Dataset entries:
▼▼▼

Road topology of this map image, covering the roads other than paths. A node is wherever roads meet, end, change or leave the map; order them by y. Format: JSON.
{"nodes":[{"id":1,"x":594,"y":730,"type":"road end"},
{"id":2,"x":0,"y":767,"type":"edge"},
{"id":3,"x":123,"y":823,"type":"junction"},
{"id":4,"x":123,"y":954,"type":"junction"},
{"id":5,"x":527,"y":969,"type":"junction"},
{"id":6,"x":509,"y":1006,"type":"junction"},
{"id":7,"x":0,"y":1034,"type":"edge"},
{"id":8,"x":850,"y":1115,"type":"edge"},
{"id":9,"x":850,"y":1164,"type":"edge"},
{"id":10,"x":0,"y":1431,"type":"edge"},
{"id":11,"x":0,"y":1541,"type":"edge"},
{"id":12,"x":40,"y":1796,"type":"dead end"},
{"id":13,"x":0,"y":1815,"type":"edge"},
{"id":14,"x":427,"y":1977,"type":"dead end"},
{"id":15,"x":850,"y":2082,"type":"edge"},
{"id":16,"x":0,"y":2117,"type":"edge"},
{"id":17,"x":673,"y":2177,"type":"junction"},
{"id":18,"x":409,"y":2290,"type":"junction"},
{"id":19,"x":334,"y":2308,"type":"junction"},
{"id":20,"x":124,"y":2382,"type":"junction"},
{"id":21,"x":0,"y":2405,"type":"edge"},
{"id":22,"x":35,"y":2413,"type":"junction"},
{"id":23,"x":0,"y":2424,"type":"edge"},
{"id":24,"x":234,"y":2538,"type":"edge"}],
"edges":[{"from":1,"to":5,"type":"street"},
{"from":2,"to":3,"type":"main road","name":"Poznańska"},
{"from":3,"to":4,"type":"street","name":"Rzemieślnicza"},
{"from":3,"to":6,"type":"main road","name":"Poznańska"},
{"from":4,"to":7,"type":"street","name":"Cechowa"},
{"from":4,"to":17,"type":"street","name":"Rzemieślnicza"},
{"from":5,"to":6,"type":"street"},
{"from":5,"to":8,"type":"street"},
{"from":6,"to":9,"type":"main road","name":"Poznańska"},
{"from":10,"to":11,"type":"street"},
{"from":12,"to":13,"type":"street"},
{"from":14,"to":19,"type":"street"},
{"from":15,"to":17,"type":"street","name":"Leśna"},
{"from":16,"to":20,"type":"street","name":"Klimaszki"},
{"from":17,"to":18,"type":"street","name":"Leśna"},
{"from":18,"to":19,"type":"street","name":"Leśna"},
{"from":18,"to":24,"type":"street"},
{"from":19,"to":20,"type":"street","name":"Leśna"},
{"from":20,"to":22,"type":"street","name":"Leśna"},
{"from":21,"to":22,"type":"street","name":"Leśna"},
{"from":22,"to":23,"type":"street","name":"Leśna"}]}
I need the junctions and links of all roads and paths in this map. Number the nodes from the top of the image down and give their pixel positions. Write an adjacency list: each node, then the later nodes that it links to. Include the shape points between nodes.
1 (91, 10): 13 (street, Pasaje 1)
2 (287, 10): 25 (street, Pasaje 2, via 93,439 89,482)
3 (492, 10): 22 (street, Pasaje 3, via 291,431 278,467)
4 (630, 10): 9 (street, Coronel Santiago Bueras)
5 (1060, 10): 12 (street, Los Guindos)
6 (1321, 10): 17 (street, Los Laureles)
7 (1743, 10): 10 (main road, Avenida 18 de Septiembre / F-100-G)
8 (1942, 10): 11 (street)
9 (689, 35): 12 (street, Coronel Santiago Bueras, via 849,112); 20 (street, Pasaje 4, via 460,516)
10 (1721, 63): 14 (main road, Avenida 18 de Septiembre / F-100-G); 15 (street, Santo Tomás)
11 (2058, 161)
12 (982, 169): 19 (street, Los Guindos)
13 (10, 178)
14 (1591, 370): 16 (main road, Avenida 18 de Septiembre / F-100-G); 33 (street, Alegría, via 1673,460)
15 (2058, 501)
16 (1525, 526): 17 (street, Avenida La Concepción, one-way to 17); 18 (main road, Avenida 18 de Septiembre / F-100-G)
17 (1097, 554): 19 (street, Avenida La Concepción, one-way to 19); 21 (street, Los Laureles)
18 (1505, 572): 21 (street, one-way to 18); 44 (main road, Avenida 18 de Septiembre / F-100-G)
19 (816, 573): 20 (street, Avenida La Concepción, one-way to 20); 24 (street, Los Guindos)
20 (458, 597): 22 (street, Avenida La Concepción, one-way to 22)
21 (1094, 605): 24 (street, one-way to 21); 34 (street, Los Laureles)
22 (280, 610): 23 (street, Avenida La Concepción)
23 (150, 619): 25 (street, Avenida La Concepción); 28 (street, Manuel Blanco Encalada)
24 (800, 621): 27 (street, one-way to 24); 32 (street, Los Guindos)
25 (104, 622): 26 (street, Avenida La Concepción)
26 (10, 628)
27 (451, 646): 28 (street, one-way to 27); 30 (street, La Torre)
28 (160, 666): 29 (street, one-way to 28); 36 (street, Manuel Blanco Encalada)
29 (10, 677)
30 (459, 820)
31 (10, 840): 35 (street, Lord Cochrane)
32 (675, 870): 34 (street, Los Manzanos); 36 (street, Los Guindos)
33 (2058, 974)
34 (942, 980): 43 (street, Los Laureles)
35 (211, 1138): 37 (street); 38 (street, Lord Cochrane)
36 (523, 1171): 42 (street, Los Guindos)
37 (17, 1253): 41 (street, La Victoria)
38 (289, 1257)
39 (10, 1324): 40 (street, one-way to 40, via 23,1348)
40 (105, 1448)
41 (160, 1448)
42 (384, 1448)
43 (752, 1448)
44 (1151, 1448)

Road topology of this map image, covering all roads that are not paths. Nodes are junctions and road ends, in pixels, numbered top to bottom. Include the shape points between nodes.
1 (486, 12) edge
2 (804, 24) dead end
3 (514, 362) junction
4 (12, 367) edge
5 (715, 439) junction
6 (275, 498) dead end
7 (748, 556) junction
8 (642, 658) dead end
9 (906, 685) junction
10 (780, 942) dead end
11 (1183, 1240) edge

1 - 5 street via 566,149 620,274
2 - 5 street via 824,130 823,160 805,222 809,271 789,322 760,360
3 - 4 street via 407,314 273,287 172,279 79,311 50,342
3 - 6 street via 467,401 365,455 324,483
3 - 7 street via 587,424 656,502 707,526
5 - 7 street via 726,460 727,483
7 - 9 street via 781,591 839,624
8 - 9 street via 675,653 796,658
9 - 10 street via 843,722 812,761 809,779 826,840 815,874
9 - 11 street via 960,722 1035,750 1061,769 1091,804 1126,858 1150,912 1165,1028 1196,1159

▲▲▲

== WHAT THE EXERCISE ASKS ==
Print exactly the lines from the one containing "Road topology of this map image, covering all" through the last line of the records above, both included.

== YOUR RESPONSE ==
Road topology of this map image, covering all roads that are not paths. Nodes are junctions and road ends, in pixels, numbered top to bottom. Include the shape points between nodes.
1 (486, 12) edge
2 (804, 24) dead end
3 (514, 362) junction
4 (12, 367) edge
5 (715, 439) junction
6 (275, 498) dead end
7 (748, 556) junction
8 (642, 658) dead end
9 (906, 685) junction
10 (780, 942) dead end
11 (1183, 1240) edge

1 - 5 street via 566,149 620,274
2 - 5 street via 824,130 823,160 805,222 809,271 789,322 760,360
3 - 4 street via 407,314 273,287 172,279 79,311 50,342
3 - 6 street via 467,401 365,455 324,483
3 - 7 street via 587,424 656,502 707,526
5 - 7 street via 726,460 727,483
7 - 9 street via 781,591 839,624
8 - 9 street via 675,653 796,658
9 - 10 street via 843,722 812,761 809,779 826,840 815,874
9 - 11 street via 960,722 1035,750 1061,769 1091,804 1126,858 1150,912 1165,1028 1196,1159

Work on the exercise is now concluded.